Lysistrata is an Ancient Greek Comedy Where Women Withheld Sex to End a War.

From the 6th century BCE, ancient Greek comedy was a popular and influential form of theater performed throughout ancient Greece. Aristophanes and Menander were the genre’s most famous playwrights, and their works, as well as those of their contemporaries, poked fun at politicians, philosophers, and fellow artists. But did you know there’s an ancient Greek comedy written to end the war?

Lysistrata is an Ancient Greek Comedy in which the women refused to have sex to end a war.

The Plot and Summary of Lysistrata

Lysistrata is a comedic account of one woman’s extraordinary mission to end the Peloponnesian War, in which Lysistrata convinces the women of Greece to deny their husband’s sexual privileges to force the men to negotiate peace. Some consider it his masterpiece, and it is certainly the most anthologized. (Source: Ancient Literature)

What is Special About Lysistrata?

Lysistrata also speaks differently than the other women; she is smarter, wittier, and has a more serious tone. This, too, contributes to her ability as Greece’s leader. By the end of the play, the men have requested that Lysistrata negotiate a treaty between Sparta and Athens. (Source: Spark Notes)

Who is Aristophanes?

Aristophanes lived from 450 BCE to 388 BCE. He was the most famous representative of ancient Greek comedy, and his works have been preserved in the greatest quantity. He is the sole surviving representative of the Old Comedy, that is, the period of comic dramaturgy in which chorus, mime, and burlesque still played a significant role and was distinguished by bold fantasy, merciless invective, outrageous satire, unabashedly licentious humor, and marked freedom of political criticism.

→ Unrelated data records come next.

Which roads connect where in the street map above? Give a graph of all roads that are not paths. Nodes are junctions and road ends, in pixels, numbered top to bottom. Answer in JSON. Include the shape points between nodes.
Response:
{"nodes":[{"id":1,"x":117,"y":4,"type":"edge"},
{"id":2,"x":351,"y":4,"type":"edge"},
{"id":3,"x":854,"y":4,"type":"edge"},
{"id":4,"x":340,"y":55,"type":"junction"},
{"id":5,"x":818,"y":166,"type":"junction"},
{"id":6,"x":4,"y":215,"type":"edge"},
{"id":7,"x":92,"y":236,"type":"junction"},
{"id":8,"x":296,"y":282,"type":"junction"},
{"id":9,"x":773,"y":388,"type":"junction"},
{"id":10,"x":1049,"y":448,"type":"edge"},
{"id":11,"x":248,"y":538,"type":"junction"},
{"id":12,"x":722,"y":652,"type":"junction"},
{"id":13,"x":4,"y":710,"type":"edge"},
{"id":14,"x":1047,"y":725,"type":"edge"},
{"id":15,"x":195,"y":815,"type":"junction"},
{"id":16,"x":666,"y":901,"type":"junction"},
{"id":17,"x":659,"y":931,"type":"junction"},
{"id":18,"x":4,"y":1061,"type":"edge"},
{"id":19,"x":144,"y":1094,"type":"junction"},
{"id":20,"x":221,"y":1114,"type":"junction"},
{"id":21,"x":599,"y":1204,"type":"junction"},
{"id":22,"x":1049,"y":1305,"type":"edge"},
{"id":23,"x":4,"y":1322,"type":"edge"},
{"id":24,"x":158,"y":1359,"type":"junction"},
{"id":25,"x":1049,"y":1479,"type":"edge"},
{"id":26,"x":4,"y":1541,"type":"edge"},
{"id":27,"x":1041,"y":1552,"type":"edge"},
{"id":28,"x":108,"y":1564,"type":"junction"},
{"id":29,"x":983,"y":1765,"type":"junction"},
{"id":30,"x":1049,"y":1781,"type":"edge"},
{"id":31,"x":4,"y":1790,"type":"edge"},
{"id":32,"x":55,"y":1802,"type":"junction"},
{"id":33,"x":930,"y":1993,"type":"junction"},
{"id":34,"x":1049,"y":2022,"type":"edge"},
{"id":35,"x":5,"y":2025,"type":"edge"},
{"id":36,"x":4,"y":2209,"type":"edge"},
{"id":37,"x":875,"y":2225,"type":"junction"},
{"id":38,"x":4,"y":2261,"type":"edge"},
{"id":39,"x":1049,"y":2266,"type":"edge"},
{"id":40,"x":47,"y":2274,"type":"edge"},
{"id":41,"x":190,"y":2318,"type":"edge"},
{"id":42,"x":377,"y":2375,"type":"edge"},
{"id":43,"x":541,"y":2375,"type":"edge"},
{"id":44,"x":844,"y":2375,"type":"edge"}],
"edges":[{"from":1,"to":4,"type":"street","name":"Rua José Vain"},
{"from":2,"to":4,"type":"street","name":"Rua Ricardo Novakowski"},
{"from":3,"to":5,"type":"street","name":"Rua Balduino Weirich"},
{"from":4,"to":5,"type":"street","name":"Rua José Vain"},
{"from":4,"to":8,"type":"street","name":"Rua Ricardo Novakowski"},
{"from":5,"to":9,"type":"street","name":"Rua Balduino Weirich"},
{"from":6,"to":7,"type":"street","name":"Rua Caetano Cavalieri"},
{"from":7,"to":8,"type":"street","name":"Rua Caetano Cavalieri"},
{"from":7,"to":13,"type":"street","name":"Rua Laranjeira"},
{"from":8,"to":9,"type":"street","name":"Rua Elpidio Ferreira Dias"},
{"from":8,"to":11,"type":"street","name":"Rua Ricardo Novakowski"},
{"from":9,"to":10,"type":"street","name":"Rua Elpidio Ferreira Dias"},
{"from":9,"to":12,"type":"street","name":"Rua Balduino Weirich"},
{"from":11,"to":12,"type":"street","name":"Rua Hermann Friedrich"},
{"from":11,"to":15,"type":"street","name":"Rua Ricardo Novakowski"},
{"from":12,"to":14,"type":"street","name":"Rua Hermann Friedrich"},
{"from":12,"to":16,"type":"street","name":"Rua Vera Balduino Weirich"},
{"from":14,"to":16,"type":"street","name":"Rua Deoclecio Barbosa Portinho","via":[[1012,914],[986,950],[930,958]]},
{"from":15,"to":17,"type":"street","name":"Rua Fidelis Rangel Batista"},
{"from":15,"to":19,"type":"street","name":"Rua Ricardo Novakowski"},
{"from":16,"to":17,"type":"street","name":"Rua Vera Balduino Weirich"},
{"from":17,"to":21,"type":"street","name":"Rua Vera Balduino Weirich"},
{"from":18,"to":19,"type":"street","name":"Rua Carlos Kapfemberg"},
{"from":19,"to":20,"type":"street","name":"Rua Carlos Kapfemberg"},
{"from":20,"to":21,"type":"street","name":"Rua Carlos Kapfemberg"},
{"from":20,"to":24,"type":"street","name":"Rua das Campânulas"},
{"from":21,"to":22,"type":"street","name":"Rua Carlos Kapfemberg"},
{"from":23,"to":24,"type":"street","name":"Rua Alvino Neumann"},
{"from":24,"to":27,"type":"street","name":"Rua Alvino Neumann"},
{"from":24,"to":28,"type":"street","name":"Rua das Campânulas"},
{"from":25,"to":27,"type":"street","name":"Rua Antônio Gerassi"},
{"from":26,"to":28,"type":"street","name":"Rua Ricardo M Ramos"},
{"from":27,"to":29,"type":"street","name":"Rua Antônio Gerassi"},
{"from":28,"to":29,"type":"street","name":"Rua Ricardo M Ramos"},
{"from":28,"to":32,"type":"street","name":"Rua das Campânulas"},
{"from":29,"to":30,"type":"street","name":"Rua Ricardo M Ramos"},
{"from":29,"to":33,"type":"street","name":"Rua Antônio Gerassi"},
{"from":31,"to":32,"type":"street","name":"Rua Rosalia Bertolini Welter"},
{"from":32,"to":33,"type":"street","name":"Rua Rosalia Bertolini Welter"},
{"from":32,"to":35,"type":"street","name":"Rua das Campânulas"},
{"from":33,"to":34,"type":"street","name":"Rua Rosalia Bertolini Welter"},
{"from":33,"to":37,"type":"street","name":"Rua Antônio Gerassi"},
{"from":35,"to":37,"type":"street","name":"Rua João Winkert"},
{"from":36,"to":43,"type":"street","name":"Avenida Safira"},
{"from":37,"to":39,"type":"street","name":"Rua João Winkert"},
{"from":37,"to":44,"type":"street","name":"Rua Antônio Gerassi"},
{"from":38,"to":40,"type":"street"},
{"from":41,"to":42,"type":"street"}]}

Aristophanes, however, belongs to the final stage of this phase, and his final play, which lacks any choric elements at all, may be considered the only surviving example of the fleeting Middle Comedy, which, before the end of the 4th century BCE, was to be replaced in turn by the milder and more realistic social satire of the New Comedy. (Source: Britannica)

Who is Menander?

Menander was born in 342 BCE and passed away in 292 BCE. He was an Athenian dramatist regarded as the supreme poet of Greek New Comedy, the final flowering of Athenian stage comedy by ancient critics. Despite writing more than 100 plays, he only won eight victories at Athenian dramatic festivals during his lifetime.
By his time, comedy had abandoned public affairs in favor of fictitious characters from everyday life; the chorus’s role was generally limited to performing interludes between acts. The actors’ masks were kept, but they were elaborated to accommodate the wider range of characters required by a comedy of manners and to assist an audience without playbills in recognizing these characters for what they were. Menander, who wrote in refined Attic, the literary language of the Greek-speaking world at the time, was a master at presenting characters such as stern fathers, young lovers, greedy demimondaines, intriguing slaves, and others. (Source: Britannica)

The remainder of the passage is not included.